TASK TO CARRY OUT -
Should the word "Avenue" occur in a line of the records, copy that line.

EXTRACTED RECORDS -
+--
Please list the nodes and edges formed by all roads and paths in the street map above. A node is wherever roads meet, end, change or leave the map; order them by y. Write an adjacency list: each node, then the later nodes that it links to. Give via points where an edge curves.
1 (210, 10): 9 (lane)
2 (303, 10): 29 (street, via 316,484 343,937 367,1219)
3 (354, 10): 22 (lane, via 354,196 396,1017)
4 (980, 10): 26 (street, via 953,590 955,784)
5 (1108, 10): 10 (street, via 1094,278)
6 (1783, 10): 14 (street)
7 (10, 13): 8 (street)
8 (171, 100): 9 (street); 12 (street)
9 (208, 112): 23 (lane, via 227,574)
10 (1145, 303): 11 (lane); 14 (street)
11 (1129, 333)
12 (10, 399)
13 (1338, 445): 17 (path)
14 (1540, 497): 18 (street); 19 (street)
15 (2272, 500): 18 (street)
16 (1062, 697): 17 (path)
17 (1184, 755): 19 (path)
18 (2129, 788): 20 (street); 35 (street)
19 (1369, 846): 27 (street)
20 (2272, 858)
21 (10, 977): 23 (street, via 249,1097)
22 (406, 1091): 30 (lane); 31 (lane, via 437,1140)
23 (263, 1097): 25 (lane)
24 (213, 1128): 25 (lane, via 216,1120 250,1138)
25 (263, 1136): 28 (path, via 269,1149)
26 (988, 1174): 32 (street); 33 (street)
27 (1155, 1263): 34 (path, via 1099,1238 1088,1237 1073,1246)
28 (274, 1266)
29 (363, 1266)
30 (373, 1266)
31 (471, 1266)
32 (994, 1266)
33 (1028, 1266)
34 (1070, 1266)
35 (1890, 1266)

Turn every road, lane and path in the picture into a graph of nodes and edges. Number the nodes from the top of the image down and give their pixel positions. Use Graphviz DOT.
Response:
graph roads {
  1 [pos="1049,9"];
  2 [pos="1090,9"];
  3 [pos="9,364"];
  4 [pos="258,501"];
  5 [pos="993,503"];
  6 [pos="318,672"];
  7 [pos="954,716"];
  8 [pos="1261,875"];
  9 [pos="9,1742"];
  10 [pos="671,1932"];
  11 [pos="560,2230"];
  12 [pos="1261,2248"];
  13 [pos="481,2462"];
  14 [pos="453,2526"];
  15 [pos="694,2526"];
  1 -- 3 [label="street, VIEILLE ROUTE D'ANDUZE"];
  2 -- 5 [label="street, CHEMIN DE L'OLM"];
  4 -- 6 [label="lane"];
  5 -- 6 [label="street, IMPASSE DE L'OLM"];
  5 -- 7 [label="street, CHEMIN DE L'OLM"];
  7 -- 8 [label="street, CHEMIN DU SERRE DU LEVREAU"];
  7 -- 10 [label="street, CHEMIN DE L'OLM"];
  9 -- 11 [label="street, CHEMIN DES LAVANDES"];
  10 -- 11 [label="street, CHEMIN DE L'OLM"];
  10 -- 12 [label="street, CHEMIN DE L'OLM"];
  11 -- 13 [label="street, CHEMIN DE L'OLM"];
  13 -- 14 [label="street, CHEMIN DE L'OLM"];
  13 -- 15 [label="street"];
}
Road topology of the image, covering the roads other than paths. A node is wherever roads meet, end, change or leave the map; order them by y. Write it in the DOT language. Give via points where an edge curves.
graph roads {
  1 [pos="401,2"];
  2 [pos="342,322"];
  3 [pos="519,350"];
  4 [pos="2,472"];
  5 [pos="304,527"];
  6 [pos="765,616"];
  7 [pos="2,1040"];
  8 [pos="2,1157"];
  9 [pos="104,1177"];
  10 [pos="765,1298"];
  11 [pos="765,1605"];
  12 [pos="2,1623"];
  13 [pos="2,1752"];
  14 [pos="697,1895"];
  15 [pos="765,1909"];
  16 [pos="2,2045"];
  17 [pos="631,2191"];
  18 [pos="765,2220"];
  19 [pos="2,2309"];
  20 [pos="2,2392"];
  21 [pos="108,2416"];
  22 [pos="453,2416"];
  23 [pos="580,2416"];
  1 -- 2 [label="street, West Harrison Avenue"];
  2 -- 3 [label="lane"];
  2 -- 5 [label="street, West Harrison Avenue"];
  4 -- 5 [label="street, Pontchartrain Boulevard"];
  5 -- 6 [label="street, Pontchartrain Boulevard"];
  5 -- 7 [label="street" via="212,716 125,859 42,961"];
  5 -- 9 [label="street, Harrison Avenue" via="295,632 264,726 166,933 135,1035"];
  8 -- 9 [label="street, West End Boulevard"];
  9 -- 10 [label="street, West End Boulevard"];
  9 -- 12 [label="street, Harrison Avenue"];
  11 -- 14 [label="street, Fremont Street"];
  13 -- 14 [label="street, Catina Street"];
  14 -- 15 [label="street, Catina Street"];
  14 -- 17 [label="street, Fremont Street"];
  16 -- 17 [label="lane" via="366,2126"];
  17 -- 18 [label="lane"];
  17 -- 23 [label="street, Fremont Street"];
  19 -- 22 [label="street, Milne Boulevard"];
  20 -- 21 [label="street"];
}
+--
EXPECTED ANSWER -
  1 -- 2 [label="street, West Harrison Avenue"];
  2 -- 5 [label="street, West Harrison Avenue"];
  5 -- 9 [label="street, Harrison Avenue" via="295,632 264,726 166,933 135,1035"];
  9 -- 12 [label="street, Harrison Avenue"];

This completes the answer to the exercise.